Tie-Dye is almost four-years-old now, and we've learned that it's a challenge to raise a healthy family in this culture. What's really amazing is how much animosity and negative feedback we receive for eating differently than most people.

The way we eat has become more and more detailed and particular as we are constantly in the process of eliminating bad and substituting good, but here's the general idea:

Say NO to:
refined sugar (this, to us, includes evaporated cane juice)
hydrogenated or partially hydrogenated oils
artificial colors or flavors
hormone or antibiotic laden meats or dairy

Say YES to:
cold-pressed and other healthy oils
whole grains and unbleached flours
natural sweeteners (stevia, agave, honey, brown rice syrup)
organic fruits, vegetables, meats and dairy (when we can afford them!)
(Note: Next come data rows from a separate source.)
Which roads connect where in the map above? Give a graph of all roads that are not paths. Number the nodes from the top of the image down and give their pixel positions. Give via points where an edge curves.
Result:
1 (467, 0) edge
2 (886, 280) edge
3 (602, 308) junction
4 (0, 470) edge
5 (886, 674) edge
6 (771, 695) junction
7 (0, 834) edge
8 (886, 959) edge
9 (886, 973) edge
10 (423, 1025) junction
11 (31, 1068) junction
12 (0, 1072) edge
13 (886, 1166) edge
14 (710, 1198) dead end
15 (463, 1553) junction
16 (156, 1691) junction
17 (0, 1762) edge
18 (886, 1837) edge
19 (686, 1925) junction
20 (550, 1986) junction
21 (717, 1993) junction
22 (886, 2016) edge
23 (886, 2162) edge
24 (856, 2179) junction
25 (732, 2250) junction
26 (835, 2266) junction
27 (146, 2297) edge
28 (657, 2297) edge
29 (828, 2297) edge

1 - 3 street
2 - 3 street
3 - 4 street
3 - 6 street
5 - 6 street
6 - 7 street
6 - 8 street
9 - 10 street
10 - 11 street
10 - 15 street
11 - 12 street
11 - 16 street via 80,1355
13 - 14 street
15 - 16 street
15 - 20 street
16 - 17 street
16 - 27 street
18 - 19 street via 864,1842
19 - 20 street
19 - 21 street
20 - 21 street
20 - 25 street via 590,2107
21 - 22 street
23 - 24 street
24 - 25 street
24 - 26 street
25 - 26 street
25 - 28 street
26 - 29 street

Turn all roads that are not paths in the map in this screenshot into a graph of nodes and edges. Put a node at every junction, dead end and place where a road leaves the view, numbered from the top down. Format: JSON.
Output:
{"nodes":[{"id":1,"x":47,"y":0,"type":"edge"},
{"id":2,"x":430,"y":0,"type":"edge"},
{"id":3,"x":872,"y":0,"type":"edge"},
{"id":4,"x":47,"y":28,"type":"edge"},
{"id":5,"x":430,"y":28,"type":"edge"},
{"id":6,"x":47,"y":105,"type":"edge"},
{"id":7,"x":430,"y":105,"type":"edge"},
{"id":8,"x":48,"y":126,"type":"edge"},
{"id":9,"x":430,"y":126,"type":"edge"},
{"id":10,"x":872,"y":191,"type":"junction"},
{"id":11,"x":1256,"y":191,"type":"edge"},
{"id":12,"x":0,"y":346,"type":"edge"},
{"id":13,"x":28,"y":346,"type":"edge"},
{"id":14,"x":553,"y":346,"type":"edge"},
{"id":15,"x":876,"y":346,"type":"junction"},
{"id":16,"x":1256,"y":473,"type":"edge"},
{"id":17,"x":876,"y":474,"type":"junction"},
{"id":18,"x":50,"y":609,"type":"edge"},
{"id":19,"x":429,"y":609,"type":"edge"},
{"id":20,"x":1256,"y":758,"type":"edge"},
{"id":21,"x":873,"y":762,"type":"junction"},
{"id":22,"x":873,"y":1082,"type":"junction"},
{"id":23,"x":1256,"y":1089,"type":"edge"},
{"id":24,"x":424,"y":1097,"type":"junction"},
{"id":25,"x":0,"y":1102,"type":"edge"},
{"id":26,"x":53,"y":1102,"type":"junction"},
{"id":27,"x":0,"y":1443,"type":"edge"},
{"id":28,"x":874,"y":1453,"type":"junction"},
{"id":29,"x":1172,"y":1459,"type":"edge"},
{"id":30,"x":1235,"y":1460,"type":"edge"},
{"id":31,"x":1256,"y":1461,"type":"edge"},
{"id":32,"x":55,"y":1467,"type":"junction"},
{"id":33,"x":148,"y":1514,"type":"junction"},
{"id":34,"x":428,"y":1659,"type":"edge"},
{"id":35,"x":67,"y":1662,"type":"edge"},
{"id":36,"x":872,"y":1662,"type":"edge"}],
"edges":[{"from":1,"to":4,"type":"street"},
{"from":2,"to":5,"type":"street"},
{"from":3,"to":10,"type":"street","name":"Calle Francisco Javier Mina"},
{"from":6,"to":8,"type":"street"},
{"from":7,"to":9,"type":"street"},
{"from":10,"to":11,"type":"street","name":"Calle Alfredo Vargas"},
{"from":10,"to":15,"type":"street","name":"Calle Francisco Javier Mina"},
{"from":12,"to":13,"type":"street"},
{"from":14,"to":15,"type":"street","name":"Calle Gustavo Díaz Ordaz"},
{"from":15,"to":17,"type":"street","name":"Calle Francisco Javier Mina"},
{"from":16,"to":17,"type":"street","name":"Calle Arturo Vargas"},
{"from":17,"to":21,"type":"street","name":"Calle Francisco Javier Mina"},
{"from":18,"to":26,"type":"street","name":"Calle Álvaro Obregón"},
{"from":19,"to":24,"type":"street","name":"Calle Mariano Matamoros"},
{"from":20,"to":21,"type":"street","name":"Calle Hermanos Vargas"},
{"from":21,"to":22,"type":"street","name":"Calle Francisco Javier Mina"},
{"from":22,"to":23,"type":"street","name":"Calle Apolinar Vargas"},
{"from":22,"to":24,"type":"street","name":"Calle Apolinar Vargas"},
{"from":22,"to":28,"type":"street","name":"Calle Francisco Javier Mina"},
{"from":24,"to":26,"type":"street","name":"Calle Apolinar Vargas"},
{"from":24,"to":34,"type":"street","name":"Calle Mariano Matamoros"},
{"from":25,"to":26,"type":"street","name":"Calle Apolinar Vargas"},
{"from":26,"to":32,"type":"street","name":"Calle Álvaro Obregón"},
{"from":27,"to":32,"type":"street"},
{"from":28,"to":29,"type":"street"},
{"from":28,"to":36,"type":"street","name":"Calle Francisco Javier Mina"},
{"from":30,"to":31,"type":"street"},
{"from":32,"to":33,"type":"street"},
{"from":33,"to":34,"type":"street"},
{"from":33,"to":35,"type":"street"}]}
About that last one... We are a young family on a low budget, so eating healthy is already quite a stretch for us. But we do try to buy organic foods whenever we can afford them. When we can't, we look for the best options and wash our non-organic produce thoroughly.

Are we extreme? Yes, I think we are. And you'll see as you read that it's not always easy to eat this way. But is it worth it? Yes, I think it is! Someday my children will grow up and go out into the world with the freedom to choose their food, but I want them to have a solid foundation from the start!